[Data for review]

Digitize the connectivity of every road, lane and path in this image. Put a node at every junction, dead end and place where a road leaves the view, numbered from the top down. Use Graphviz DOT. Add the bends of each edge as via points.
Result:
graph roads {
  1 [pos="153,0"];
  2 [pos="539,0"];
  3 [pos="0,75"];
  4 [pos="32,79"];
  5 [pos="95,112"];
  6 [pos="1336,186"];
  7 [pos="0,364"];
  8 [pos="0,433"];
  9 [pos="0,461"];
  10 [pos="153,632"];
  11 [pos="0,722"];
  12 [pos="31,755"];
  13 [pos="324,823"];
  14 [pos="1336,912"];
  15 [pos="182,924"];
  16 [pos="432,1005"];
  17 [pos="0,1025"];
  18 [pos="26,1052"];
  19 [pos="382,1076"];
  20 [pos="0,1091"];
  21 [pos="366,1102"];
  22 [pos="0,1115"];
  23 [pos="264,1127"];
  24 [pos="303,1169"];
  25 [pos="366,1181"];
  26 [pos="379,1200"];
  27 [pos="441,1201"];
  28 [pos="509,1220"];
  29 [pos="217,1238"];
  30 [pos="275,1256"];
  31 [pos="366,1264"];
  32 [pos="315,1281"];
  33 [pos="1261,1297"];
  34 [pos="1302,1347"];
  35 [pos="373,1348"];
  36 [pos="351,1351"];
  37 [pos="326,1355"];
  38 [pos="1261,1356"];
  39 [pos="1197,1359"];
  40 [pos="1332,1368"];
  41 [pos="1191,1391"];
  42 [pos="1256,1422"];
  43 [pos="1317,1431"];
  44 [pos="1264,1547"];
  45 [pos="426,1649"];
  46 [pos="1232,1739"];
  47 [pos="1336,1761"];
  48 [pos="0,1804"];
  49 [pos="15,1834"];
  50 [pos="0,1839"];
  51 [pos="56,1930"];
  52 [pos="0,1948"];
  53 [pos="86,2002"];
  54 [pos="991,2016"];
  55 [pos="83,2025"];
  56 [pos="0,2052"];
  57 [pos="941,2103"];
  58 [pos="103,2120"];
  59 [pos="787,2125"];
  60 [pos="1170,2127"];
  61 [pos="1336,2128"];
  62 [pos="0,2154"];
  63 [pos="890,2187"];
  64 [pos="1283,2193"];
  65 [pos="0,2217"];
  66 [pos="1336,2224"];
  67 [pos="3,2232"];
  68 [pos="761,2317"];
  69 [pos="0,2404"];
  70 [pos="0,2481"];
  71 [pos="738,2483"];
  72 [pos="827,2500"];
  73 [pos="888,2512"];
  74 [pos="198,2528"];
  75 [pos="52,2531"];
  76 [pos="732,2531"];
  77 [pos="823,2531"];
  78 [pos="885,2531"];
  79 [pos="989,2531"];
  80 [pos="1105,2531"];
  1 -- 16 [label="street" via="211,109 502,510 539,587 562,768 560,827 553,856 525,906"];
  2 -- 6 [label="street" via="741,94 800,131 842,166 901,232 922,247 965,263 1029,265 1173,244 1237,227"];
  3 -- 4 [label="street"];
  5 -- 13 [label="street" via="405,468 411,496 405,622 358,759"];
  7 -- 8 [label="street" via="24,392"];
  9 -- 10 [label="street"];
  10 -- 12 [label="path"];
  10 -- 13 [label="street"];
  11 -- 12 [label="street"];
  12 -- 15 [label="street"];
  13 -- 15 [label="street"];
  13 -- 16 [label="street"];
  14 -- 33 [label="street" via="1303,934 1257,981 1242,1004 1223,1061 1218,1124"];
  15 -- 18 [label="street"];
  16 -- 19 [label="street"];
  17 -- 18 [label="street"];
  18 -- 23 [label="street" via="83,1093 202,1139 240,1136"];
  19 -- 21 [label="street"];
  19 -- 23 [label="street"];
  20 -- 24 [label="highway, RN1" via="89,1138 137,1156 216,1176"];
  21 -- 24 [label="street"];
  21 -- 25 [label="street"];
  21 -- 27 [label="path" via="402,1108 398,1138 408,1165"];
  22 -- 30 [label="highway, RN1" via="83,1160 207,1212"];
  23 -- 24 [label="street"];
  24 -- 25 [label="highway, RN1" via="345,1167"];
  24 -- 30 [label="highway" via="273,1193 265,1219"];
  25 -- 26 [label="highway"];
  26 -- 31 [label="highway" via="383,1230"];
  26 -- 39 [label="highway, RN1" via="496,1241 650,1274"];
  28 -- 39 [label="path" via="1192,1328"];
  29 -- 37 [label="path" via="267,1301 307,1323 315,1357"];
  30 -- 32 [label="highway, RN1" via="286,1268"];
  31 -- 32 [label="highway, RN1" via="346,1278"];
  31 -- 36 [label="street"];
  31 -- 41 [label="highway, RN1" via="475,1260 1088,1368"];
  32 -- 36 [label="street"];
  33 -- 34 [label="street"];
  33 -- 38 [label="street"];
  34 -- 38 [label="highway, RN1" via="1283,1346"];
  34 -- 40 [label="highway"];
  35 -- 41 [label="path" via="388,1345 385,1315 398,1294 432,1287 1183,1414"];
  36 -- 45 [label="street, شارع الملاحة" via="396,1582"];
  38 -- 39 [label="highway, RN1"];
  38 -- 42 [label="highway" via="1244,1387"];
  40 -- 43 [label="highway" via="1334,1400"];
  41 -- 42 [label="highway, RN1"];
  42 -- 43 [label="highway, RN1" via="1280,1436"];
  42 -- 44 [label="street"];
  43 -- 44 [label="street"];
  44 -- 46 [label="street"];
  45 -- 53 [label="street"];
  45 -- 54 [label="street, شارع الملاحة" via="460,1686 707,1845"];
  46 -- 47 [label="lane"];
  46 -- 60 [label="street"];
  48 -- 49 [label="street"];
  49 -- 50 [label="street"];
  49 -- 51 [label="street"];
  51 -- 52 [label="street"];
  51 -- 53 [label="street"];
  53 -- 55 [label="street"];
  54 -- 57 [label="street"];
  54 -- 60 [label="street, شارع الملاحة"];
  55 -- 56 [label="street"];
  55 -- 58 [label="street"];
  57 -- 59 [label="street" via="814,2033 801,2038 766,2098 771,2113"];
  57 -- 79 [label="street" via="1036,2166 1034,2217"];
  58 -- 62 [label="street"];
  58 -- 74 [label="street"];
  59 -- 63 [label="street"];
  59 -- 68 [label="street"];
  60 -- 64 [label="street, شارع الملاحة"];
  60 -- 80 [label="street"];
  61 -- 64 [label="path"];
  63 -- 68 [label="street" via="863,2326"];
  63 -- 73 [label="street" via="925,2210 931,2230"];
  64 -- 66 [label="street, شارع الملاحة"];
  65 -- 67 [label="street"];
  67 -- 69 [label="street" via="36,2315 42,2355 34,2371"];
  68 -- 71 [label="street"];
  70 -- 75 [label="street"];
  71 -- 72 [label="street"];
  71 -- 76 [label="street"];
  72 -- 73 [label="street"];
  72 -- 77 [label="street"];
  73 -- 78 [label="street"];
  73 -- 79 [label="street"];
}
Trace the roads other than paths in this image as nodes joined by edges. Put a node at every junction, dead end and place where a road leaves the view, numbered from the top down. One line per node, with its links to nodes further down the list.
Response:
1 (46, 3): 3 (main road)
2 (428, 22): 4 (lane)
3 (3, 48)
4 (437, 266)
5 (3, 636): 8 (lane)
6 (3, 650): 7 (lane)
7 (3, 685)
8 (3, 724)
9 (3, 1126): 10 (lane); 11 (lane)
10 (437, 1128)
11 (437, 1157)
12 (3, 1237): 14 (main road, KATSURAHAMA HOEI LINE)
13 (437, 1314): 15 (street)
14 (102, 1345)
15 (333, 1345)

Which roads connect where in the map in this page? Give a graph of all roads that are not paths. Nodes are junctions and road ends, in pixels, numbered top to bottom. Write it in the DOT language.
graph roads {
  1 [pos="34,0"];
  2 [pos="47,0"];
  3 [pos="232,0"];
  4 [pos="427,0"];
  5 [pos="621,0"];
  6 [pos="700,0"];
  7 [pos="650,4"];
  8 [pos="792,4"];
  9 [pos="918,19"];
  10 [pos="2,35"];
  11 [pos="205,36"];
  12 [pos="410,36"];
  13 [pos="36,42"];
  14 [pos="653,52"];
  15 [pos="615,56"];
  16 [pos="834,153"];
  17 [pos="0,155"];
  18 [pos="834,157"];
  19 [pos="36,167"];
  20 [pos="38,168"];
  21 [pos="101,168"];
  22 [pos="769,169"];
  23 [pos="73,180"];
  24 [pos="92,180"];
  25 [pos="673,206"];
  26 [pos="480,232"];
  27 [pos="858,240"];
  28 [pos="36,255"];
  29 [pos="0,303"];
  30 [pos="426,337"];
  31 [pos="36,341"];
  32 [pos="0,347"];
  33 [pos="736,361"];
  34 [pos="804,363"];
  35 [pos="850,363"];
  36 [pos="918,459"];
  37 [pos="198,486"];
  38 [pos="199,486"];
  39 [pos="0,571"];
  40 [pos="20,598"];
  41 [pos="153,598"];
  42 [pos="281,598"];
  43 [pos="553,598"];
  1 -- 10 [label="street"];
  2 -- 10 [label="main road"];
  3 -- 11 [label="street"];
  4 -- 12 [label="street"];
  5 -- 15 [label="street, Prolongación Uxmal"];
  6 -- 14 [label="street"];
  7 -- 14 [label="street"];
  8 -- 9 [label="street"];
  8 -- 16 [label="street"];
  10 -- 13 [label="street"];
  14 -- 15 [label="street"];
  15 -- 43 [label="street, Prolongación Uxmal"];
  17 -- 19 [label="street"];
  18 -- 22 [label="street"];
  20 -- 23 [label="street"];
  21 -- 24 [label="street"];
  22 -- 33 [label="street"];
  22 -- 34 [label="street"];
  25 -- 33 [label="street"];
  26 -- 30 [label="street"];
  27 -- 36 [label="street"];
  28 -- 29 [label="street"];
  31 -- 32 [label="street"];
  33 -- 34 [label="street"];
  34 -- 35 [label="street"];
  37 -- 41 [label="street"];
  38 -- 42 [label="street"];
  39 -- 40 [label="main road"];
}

[/Data for review]

## What this task involves
Within the records above, determine how many lines contain the word "main". Respond with that number and no other text.

## Worked solution
4